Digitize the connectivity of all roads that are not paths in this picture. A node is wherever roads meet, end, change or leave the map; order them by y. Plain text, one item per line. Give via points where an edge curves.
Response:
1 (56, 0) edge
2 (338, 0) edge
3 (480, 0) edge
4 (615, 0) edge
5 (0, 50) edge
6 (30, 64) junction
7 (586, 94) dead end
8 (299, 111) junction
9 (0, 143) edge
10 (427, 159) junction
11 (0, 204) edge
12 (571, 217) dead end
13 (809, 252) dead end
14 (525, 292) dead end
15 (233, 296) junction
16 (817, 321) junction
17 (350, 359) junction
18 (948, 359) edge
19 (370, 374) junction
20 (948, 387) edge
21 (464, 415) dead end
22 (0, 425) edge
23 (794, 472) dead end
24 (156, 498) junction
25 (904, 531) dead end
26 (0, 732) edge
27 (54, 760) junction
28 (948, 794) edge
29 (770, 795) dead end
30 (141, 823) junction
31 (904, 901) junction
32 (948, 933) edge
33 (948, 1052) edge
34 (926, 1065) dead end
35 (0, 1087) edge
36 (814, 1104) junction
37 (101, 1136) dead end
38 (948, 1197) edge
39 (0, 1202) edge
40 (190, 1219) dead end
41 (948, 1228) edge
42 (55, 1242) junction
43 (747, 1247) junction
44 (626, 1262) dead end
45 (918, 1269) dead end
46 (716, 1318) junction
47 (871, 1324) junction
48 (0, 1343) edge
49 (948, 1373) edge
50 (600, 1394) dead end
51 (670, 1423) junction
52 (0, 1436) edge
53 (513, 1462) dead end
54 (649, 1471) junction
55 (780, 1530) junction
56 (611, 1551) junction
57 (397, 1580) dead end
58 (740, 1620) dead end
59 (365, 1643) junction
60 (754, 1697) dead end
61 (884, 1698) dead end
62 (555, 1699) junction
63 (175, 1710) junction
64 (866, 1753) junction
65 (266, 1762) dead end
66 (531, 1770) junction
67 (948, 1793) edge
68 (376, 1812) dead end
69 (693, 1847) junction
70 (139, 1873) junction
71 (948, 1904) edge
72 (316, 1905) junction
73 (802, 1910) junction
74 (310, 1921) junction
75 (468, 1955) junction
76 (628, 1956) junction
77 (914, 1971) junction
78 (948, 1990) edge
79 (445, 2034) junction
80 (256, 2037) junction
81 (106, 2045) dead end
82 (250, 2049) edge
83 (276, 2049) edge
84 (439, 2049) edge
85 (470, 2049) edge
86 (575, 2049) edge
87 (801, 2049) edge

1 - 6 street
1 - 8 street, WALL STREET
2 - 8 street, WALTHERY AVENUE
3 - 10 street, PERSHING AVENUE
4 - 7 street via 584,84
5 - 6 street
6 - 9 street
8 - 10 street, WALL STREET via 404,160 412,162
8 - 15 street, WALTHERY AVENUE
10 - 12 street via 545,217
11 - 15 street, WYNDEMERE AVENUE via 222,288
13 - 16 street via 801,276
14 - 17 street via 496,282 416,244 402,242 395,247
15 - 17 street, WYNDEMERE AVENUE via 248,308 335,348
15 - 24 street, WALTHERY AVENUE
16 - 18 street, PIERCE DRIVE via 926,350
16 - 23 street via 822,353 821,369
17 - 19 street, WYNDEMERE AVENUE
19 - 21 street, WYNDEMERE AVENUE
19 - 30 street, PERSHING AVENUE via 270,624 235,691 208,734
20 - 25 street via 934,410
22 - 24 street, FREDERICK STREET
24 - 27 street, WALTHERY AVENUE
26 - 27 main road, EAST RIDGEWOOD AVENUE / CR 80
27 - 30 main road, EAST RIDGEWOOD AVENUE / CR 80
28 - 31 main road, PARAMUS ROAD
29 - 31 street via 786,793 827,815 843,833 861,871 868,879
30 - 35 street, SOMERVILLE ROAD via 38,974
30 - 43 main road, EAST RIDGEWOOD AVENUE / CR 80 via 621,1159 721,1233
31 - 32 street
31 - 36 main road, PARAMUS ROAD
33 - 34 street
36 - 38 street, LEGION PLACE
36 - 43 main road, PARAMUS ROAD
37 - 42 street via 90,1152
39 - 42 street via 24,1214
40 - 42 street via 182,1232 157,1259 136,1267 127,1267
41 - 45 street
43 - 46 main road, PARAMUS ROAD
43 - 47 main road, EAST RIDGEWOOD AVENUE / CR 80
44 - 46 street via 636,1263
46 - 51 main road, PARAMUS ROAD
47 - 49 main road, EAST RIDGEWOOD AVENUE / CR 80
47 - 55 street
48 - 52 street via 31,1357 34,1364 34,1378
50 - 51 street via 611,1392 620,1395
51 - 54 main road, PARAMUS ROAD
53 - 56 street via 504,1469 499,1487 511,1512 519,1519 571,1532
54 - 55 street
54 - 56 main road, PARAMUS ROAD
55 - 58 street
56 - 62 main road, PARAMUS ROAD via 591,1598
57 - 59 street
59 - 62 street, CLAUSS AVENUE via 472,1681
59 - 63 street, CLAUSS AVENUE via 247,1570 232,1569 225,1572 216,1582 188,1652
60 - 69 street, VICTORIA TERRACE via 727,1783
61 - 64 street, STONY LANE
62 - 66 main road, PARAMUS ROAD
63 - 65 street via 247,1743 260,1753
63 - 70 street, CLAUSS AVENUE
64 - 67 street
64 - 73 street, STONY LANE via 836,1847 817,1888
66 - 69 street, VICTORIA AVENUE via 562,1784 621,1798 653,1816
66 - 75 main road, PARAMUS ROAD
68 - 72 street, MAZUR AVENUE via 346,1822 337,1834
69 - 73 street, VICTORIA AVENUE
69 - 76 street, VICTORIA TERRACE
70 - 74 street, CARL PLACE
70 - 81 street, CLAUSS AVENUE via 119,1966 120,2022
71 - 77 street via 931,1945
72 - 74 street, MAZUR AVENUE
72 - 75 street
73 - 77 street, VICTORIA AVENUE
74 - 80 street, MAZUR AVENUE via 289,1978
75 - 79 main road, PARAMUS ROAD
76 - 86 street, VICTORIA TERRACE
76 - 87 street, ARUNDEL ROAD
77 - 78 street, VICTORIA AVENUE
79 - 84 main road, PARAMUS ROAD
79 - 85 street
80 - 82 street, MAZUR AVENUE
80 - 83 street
###
TASK ITEM:
Scan the material above for the string "RIDGEWOOD". Return each line where it occurs.

YOUR RESPONSE:
26 - 27 main road, EAST RIDGEWOOD AVENUE / CR 80
27 - 30 main road, EAST RIDGEWOOD AVENUE / CR 80
30 - 43 main road, EAST RIDGEWOOD AVENUE / CR 80 via 621,1159 721,1233
43 - 47 main road, EAST RIDGEWOOD AVENUE / CR 80
47 - 49 main road, EAST RIDGEWOOD AVENUE / CR 80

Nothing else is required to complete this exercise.